Apple's optimal product failure rate

Yesterday, Apple announced new mobile products: a new iPhone 5 and iPod touch (in their taller modes) and a new iPod nano. Of course, the views on the iPhone to all this ranged from “it’s only an incremental improvement, but that’s OK it is still leads the field” to “it’s only an incremental improvement, Apple have lost it.” So there is no real disagreement as to what the iPhone 5 is (part of a process of continual improvement as the market leader) but there is disagreement as to what it represents about Apple internally.

Let’s start with one obvious thing: what does this mean for Apple’s immediate outlook? The answer is, nothing. Each year Apple have introduced an new iPhone and each year it has outsold all previous iPhones combined. That makes each previous generation a sales disaster but no one seems to remember it that way. Will that happen again this year? Most likely. People get iPhones on 2 year contracts and those expire and they upgrade. The iPhone 4 was a big hit and so one can expect many will upgrade. Now can this exponential growth sustain itself? No. So eventually, iPhone sales will grow with the market.

The harder issue is what this all means for Apple in the long-term. For that, the iPhone is a terrible place to look. It is successful. It works. And there is no obvious displacing device on the horizon — as a product category that is. Therefore, one would expect continual incremental evolution. To think otherwise would be to destroy the ecosystem around the iPhone (the iOS platform). As it is just changing the dock connector has caused third party suppliers and invested customers to throw a fit. But let’s face it, those dock connectors were terrible and I think we can all handle a change.

The better place to look is the iPod Nano. Apparently, Apple sell about 5 million iPod Nanos and Shuffles each year but they have been declining over time. This was part of the plan.
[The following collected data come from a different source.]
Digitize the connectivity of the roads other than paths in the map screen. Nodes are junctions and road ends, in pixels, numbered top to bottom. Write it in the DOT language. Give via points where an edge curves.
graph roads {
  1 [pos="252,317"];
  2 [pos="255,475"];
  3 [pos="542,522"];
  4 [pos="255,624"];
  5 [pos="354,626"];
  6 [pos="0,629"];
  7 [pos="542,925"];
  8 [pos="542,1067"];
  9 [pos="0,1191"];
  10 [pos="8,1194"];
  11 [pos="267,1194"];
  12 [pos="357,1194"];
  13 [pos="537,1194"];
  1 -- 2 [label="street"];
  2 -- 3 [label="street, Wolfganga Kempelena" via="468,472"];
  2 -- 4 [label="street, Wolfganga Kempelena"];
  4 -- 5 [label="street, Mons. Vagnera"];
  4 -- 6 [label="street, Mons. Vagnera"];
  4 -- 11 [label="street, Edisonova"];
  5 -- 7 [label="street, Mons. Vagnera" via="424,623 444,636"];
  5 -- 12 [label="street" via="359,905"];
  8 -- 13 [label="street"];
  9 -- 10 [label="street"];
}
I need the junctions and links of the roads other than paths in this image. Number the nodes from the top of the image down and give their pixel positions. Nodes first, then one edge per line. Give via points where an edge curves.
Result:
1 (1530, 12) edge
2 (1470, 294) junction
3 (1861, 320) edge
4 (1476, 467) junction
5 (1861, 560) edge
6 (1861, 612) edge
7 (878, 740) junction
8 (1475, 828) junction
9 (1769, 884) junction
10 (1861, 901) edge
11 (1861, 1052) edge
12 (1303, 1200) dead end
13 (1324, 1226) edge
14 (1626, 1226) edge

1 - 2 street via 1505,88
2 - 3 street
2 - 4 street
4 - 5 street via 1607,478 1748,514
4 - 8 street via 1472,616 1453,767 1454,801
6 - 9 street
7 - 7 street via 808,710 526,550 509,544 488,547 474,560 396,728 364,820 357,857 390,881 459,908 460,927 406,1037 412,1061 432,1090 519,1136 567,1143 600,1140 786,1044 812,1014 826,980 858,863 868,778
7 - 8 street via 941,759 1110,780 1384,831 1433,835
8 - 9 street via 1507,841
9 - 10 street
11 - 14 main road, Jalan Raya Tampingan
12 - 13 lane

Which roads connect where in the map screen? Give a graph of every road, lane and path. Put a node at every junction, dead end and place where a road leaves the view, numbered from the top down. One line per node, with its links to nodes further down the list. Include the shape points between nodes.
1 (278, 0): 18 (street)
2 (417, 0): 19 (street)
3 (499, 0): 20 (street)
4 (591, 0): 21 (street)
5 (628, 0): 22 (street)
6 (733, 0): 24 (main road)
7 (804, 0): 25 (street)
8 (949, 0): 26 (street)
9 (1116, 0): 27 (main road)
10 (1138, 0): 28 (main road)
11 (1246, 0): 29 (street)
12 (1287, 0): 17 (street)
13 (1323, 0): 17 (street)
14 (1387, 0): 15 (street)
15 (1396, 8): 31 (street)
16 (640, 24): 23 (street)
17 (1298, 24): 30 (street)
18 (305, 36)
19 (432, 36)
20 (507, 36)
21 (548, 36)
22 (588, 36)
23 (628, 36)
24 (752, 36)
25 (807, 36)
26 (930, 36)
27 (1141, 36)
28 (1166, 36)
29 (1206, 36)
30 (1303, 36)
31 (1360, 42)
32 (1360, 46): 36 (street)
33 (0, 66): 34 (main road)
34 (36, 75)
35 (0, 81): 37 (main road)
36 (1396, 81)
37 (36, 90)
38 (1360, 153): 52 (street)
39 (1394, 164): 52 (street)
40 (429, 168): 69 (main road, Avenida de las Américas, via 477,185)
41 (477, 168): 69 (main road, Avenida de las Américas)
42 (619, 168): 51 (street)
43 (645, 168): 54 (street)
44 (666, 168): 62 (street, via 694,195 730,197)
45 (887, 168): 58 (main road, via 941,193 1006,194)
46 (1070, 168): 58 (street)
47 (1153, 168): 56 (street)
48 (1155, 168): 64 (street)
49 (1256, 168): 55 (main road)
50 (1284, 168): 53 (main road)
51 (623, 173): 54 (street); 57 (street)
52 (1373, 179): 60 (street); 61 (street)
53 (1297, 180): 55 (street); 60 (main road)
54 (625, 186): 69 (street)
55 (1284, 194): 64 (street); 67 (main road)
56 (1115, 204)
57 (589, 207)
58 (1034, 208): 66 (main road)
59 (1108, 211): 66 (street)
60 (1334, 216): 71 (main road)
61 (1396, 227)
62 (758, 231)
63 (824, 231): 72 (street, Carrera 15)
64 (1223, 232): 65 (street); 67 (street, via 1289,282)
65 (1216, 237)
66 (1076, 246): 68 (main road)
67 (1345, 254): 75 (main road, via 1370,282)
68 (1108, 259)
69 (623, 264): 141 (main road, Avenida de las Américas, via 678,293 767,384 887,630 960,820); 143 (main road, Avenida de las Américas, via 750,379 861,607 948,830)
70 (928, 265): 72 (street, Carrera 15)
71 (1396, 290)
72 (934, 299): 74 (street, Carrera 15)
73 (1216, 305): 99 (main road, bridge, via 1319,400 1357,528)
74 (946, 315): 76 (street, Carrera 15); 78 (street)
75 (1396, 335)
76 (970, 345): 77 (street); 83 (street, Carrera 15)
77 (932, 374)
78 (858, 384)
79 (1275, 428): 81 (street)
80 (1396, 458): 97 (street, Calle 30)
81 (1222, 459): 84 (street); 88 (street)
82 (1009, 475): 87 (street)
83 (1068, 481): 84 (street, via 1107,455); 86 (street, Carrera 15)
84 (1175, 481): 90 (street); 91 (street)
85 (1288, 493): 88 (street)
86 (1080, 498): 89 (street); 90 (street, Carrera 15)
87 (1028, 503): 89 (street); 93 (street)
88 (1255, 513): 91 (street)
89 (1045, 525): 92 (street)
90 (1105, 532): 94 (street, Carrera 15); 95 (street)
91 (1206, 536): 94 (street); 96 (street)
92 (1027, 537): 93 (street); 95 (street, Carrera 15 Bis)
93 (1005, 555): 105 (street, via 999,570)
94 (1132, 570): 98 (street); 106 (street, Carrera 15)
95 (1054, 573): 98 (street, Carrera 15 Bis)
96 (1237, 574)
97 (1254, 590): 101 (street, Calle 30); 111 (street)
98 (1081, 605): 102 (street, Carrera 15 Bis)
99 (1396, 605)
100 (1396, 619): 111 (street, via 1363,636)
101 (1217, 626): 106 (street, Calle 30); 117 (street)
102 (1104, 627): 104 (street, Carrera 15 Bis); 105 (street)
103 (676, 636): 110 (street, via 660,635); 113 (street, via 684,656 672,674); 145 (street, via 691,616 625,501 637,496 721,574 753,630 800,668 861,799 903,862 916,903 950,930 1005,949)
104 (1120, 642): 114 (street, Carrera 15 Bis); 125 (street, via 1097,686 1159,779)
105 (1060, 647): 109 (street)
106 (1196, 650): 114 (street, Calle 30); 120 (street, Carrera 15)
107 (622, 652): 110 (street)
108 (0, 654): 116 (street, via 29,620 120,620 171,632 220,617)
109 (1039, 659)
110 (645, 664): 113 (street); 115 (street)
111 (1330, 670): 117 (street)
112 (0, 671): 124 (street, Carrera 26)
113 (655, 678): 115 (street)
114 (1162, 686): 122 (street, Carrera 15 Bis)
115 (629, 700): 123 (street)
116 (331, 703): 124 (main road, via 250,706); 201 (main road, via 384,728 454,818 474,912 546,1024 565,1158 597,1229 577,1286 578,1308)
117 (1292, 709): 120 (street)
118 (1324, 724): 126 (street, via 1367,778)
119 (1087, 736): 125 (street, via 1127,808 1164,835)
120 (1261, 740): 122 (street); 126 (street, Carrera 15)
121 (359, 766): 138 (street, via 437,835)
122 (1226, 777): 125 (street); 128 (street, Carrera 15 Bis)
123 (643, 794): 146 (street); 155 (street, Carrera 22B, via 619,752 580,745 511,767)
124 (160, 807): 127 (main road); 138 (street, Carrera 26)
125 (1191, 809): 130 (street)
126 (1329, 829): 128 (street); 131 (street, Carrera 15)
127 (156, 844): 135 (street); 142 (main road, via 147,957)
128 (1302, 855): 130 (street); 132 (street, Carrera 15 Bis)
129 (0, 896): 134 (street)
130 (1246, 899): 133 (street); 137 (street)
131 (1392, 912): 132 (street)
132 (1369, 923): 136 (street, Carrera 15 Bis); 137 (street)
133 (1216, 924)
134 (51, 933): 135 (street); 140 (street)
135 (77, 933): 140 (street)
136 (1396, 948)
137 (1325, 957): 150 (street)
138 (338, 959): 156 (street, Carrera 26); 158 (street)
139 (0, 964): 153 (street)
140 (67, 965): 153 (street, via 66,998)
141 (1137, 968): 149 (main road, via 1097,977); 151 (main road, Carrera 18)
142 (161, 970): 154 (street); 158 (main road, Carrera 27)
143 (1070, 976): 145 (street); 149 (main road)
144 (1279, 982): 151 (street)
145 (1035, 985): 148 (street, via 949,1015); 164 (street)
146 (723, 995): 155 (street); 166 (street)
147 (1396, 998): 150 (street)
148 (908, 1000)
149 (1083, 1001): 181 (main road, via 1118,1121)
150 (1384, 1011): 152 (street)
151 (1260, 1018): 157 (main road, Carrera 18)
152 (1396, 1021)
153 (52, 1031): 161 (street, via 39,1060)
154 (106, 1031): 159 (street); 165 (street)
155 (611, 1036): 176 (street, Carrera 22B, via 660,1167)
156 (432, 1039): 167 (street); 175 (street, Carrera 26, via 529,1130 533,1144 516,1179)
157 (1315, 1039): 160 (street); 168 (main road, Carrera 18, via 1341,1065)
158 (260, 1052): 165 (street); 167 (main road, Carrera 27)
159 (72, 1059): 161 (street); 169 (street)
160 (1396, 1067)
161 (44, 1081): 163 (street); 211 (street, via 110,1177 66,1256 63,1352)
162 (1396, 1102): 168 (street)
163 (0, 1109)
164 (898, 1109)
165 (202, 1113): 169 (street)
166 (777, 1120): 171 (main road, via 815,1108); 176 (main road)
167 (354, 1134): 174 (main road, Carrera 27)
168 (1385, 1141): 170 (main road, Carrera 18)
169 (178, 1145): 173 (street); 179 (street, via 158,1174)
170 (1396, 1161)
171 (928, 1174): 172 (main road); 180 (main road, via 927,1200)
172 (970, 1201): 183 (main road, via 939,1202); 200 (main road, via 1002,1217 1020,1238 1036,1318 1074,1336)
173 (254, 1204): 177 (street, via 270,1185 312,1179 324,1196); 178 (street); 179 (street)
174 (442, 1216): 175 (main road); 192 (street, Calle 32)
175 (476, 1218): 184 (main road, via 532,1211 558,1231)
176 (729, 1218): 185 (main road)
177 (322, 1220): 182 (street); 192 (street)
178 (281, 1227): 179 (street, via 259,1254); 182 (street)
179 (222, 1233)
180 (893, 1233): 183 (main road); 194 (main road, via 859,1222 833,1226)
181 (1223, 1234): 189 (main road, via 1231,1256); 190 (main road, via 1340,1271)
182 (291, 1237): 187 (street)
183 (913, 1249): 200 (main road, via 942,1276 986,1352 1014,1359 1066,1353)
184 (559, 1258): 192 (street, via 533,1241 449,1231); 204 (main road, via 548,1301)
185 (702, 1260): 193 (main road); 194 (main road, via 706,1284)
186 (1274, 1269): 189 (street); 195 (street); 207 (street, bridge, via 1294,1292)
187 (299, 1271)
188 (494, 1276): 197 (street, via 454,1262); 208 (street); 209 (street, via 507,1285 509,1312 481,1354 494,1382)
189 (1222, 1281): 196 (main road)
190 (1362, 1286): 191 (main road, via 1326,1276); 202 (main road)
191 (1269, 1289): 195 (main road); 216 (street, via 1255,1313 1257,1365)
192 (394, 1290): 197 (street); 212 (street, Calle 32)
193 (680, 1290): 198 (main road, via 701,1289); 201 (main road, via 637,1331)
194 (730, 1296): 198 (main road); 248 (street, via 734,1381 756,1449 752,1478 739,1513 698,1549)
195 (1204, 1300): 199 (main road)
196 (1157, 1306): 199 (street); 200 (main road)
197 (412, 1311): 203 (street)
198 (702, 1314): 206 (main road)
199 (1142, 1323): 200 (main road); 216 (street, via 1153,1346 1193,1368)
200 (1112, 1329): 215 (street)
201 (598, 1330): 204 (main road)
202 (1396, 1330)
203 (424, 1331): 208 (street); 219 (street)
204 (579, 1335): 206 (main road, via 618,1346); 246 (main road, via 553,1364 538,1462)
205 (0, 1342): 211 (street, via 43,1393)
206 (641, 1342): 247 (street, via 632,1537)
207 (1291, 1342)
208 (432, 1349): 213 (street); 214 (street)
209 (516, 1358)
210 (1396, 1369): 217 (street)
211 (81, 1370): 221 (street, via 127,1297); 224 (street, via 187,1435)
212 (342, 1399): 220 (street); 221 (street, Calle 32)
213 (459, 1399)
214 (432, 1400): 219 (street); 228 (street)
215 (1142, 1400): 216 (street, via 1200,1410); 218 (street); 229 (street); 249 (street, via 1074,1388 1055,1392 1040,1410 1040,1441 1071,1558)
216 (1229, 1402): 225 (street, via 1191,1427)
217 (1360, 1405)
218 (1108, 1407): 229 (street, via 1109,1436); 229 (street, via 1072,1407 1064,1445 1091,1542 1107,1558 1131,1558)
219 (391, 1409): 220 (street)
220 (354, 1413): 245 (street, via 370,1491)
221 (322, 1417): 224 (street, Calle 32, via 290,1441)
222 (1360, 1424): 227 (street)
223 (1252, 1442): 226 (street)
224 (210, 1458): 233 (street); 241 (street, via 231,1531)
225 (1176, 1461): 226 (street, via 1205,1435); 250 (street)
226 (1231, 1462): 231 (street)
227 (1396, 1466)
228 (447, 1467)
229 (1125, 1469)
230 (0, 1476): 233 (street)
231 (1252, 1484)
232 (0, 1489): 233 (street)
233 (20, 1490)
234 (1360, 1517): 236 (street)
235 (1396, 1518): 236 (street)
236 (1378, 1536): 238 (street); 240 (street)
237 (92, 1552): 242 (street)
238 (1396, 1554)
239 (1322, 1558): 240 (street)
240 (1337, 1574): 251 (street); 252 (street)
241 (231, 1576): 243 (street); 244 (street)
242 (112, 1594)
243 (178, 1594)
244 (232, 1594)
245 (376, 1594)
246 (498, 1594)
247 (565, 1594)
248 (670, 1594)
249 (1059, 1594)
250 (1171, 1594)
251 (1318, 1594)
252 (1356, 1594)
But what is strange is how much change there is in design. Consider this chart.

The iPod Nano evolved from the very successful iPod Mini basically as storage got larger, smaller in size, more power efficient and cheaper. For the first two generations, it was a small iPod in class design, then it flipped to have a larger screen so that video made more sense, then it went widescreen to emphasise that more before incorporating a video camera. And then, 2010, the Nano dropped the video playback (and camera) to become a small clip on version. You may think, therefore, that Apple had decided that an iPod Nano was a portable music player again perhaps designed for people doing exercise and not watching a screen. But, yesterday, apparently we learned that was no longer the case. The iPod Nano got its video screen back and is no longer as tiny. They wanted to make it a better music player and so wanted it to be easier to navigate music. It is like a thick credit card.

But what was hard to get a sense of was why they did this. The previous ‘watch’ size seemed to provide great portability targeted at people who wanted something portable. The effort in changing has pushed to allow a bigger display but is that critical in a music player? If you want a bigger display, isn’t the iPod touch the way to go? Of course, perhaps the Nano was stuck in the middle. People going for portability got a Shuffle (which itself has gone through iterations — including one error that removed navigation buttons) so what was a Nano for? But, in that case, why kill the old Nano? Apple likes to keep its product lines focussed but one gets the sense that there is some confusion. Indeed, the iPod classic with its big hard disk drive is still for sale and has not been updated for years. Why didn’t this new product become a standard iPod?

To me, it is this iPod Nano that represents the heart of the issues at Apple. They have values that limit product lines and they have values that push them to ‘beat themselves’ in generational design. After all, the iPhone was invented because Apple assessed that the iPod was dead. Moreover, new generation products often have distinct teams charged with beating the old generation. That is what happened with the Nano. It took them two years but a new product was developed and, unlike the iPhone 5, really was a major change from the one before. The question is: did it have a point?

For that we will have to watch and see. But one comforting thing about the iPod Nano and its changes is that Apple continue to experiment and fail. Indeed, shouldn’t we expect that a certain proportion of Apple products introduced each year fail? To be sure, Apple have failures. The worldphone concept (i.e., the ability to use your phone worldwide) in the iPhone 4S has been pulled from the iPhone 5 indicating that Apple haven’t solved the roaming problem. The dock connector was supposed to facilitate innovative add-on hardware but hasn’t done so. Apple just killed Ping, its music social network. And I could go on. But when Apple fails with these products and features, they just fade away. What we haven’t seen as much of lately are failures like the G4 Cube. And if there is a worrying sign about Apple’s future, it is surely that.

[Update: on the other hand, maybe Apple are spending way too much on innovation.]

8 Replies to “Apple's optimal product failure rate”

  1. I don’t understand what you mean by “failures like the G4 cube”. Do you see this as a different kind of failure than the others you mention? Why? What makes it a more desirable kind of failure. I seem to have missed something in your conclusion.

  2. I think the itty bitty nano finally reached a point where it was too small. It’s easy to lose at that size. The only reason I haven’t lost mine is I’m very deliberate about keeping headphones attached to it whenever I put it down, thus making it bigger.